[TASK INSTRUCTIONS]: The answer must be every entry below, word for word, with the pictures left out.

Saved data entries:
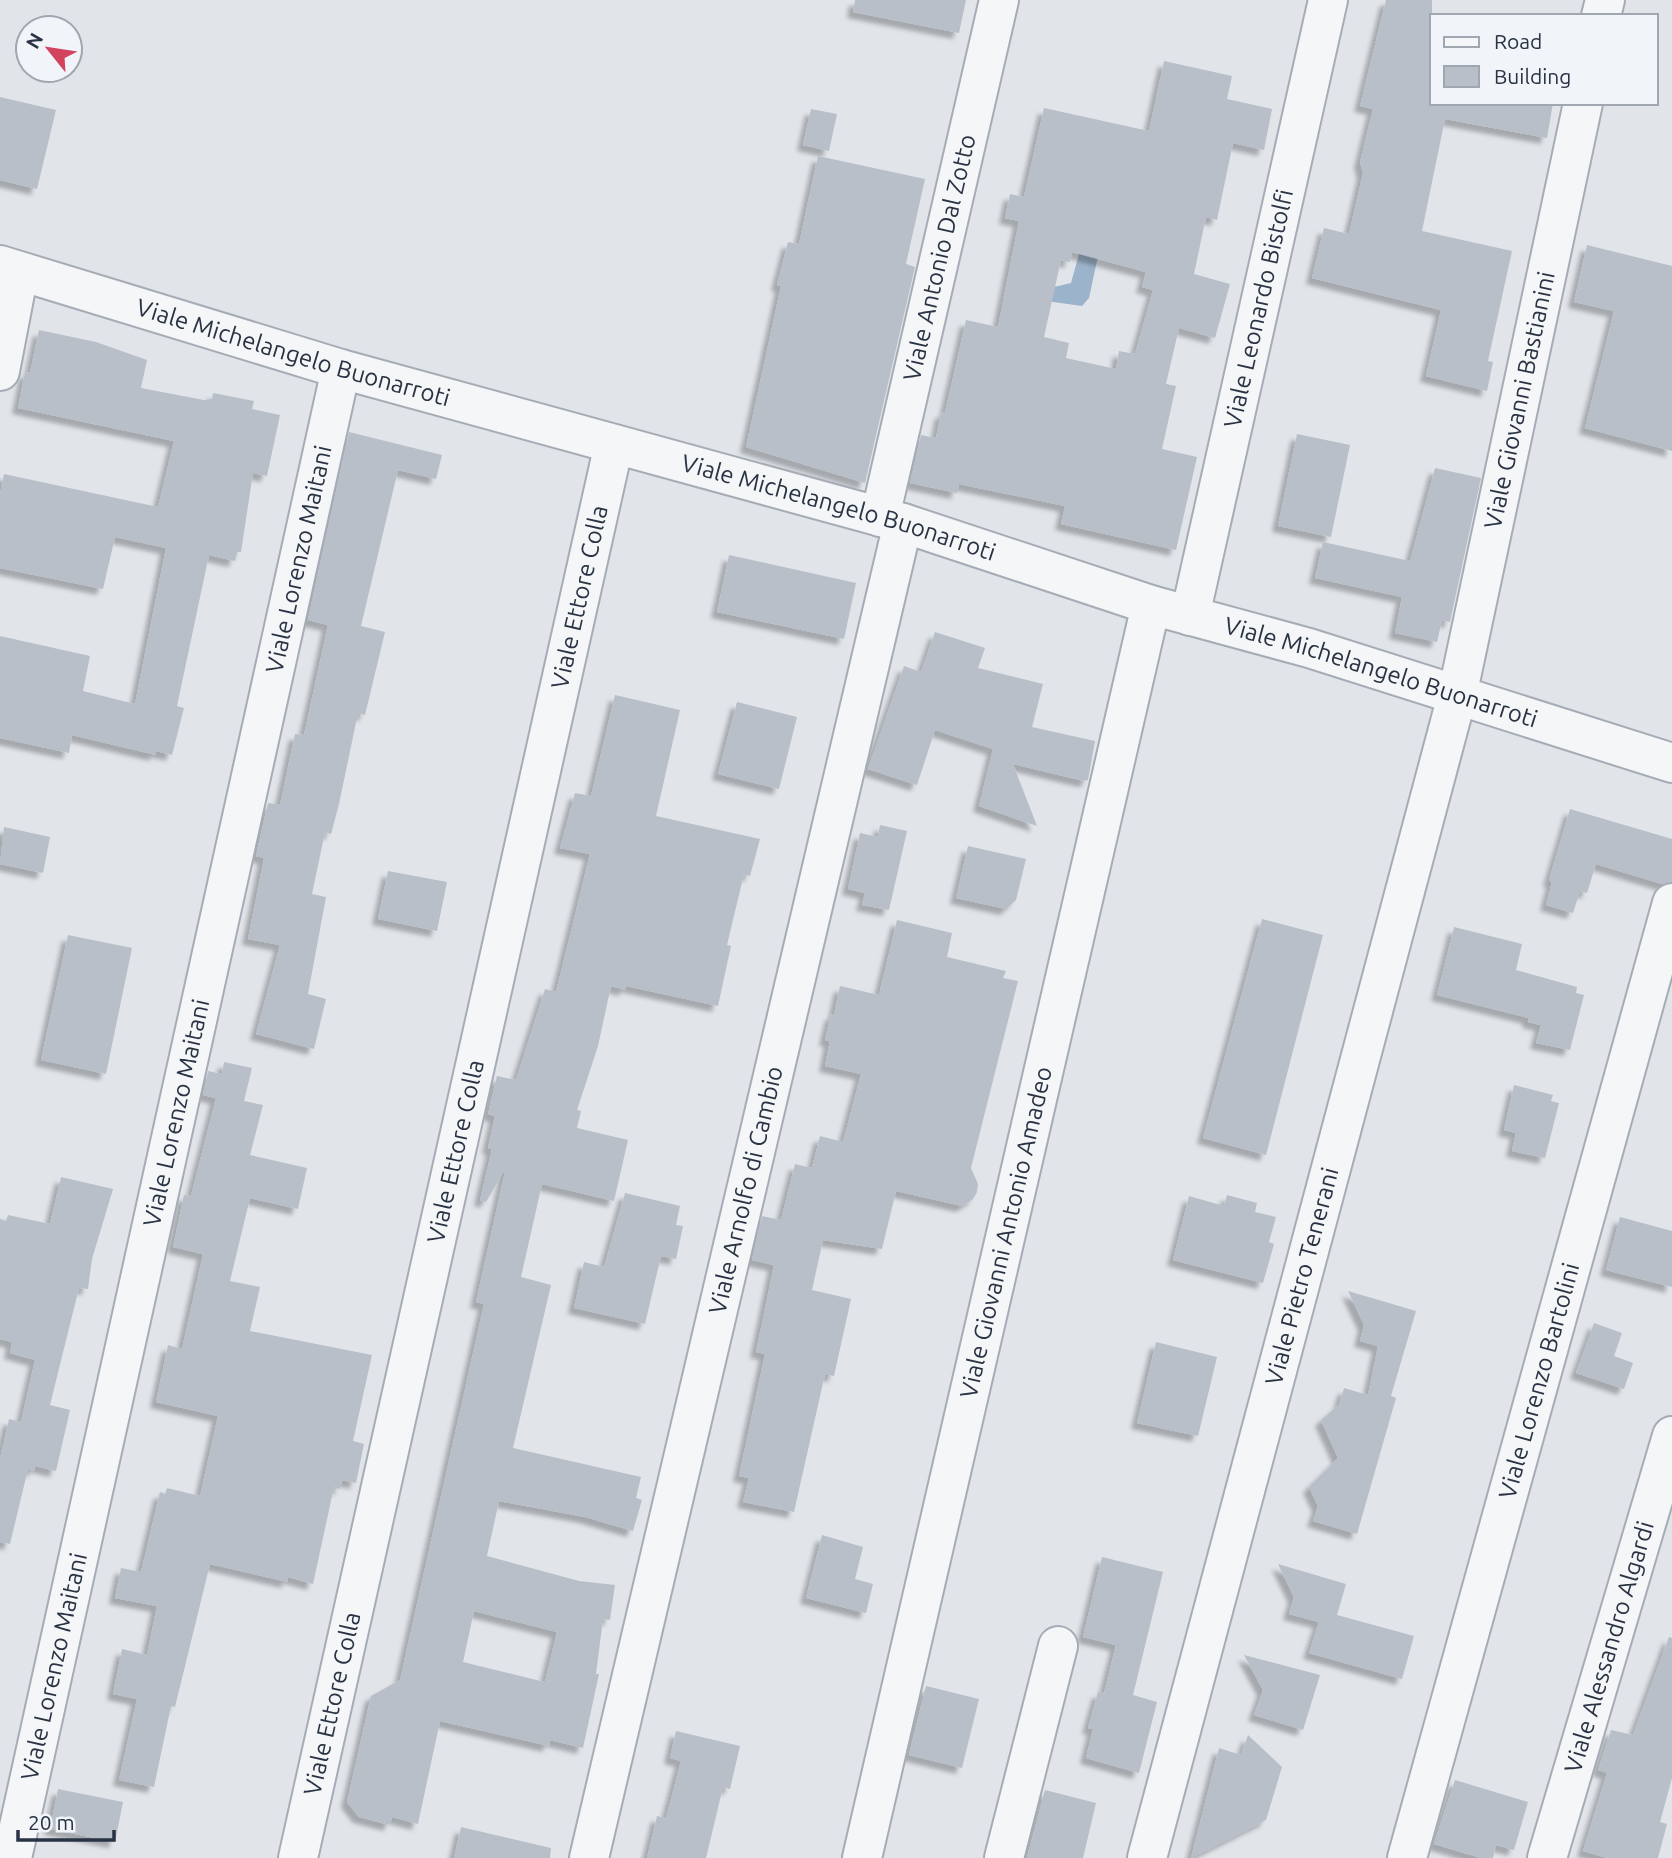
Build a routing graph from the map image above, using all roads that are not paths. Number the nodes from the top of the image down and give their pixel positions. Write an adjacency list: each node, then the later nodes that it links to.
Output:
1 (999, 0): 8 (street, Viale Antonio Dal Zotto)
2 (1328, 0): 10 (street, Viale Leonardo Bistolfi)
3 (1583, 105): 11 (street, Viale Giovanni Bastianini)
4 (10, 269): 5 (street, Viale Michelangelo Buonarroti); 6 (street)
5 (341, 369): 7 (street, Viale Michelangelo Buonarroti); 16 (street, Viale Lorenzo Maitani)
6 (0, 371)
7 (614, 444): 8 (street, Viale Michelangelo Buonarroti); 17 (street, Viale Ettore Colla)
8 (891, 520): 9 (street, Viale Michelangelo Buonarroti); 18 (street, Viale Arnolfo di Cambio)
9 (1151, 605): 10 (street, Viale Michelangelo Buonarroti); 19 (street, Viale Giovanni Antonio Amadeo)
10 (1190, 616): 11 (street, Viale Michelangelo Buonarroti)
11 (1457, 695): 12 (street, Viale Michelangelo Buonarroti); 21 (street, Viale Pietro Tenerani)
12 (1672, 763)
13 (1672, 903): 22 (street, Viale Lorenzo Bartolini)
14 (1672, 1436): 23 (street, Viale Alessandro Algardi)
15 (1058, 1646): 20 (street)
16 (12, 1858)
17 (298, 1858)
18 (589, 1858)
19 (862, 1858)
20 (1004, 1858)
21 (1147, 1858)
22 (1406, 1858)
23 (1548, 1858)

[ANSWER TO THIS PROBLEM]:
Build a routing graph from the map image above, using all roads that are not paths. Number the nodes from the top of the image down and give their pixel positions. Write an adjacency list: each node, then the later nodes that it links to.
Output:
1 (999, 0): 8 (street, Viale Antonio Dal Zotto)
2 (1328, 0): 10 (street, Viale Leonardo Bistolfi)
3 (1583, 105): 11 (street, Viale Giovanni Bastianini)
4 (10, 269): 5 (street, Viale Michelangelo Buonarroti); 6 (street)
5 (341, 369): 7 (street, Viale Michelangelo Buonarroti); 16 (street, Viale Lorenzo Maitani)
6 (0, 371)
7 (614, 444): 8 (street, Viale Michelangelo Buonarroti); 17 (street, Viale Ettore Colla)
8 (891, 520): 9 (street, Viale Michelangelo Buonarroti); 18 (street, Viale Arnolfo di Cambio)
9 (1151, 605): 10 (street, Viale Michelangelo Buonarroti); 19 (street, Viale Giovanni Antonio Amadeo)
10 (1190, 616): 11 (street, Viale Michelangelo Buonarroti)
11 (1457, 695): 12 (street, Viale Michelangelo Buonarroti); 21 (street, Viale Pietro Tenerani)
12 (1672, 763)
13 (1672, 903): 22 (street, Viale Lorenzo Bartolini)
14 (1672, 1436): 23 (street, Viale Alessandro Algardi)
15 (1058, 1646): 20 (street)
16 (12, 1858)
17 (298, 1858)
18 (589, 1858)
19 (862, 1858)
20 (1004, 1858)
21 (1147, 1858)
22 (1406, 1858)
23 (1548, 1858)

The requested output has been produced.